(What to do): Identify every line in the records below that contains the word "thumb", and copy each of those lines.

[The data]

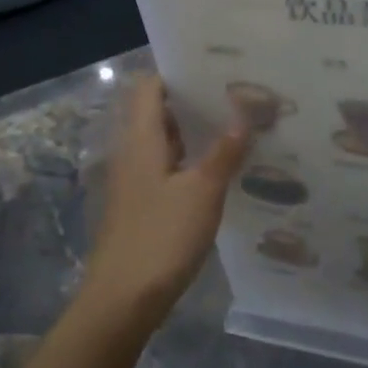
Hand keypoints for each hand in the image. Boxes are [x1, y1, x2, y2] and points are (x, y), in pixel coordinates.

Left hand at [85, 76, 249, 325]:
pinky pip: (167, 169)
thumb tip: (244, 115)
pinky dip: (190, 161)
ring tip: (237, 125)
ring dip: (194, 133)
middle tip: (237, 94)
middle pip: (158, 112)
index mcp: (141, 139)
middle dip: (194, 102)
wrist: (122, 299)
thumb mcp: (202, 192)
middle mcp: (133, 152)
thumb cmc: (161, 237)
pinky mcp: (142, 205)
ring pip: (165, 143)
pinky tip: (221, 169)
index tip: (215, 68)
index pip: (150, 87)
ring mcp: (135, 181)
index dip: (177, 72)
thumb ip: (224, 152)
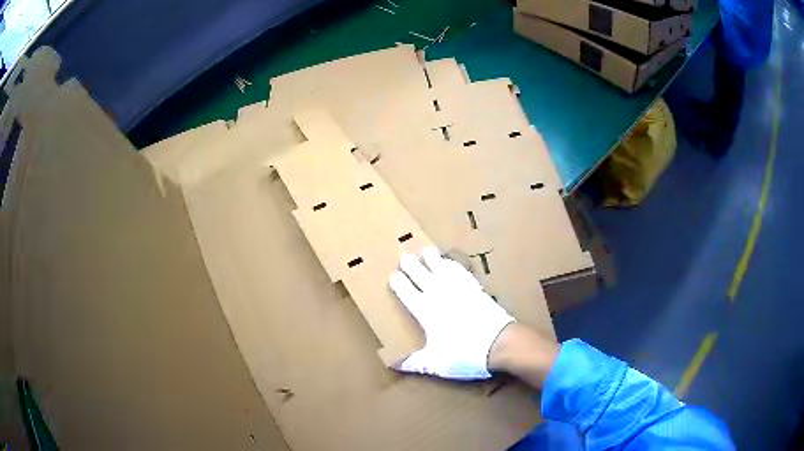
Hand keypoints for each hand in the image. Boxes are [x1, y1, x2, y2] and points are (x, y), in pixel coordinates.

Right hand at [389, 248, 515, 379]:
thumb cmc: (465, 354)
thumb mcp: (436, 363)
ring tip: (426, 251)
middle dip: (410, 264)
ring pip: (441, 266)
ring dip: (432, 258)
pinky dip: (453, 264)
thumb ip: (414, 363)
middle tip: (404, 257)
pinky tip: (452, 263)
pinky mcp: (475, 287)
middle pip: (420, 272)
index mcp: (425, 310)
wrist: (499, 342)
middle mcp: (439, 293)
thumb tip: (394, 364)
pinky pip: (460, 270)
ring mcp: (459, 287)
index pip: (406, 290)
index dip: (397, 281)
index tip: (393, 276)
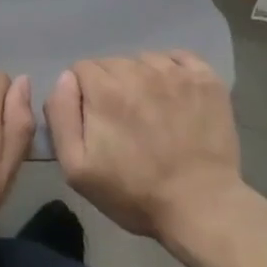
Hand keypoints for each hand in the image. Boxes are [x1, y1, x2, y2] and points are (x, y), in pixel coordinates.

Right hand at [45, 51, 246, 246]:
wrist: (202, 208)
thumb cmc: (134, 193)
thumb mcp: (76, 167)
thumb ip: (61, 114)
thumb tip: (65, 78)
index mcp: (105, 89)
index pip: (81, 69)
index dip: (84, 94)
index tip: (96, 121)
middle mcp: (138, 70)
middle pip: (112, 63)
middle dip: (111, 86)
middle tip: (124, 121)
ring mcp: (176, 73)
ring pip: (144, 60)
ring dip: (141, 79)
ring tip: (152, 113)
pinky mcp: (206, 79)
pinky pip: (179, 58)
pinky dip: (172, 71)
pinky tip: (175, 97)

[/The data]

(Task answer):
thumb tip: (244, 115)
thumb mcp: (202, 192)
thumb cmc: (161, 237)
thumb ip: (224, 152)
thumb cmc: (465, 354)
thumb mcp: (436, 363)
thumb ip: (414, 363)
thumb tip: (394, 364)
thumb cmc: (134, 193)
thumb mcp: (76, 167)
thumb ip: (61, 114)
thumb tip: (65, 78)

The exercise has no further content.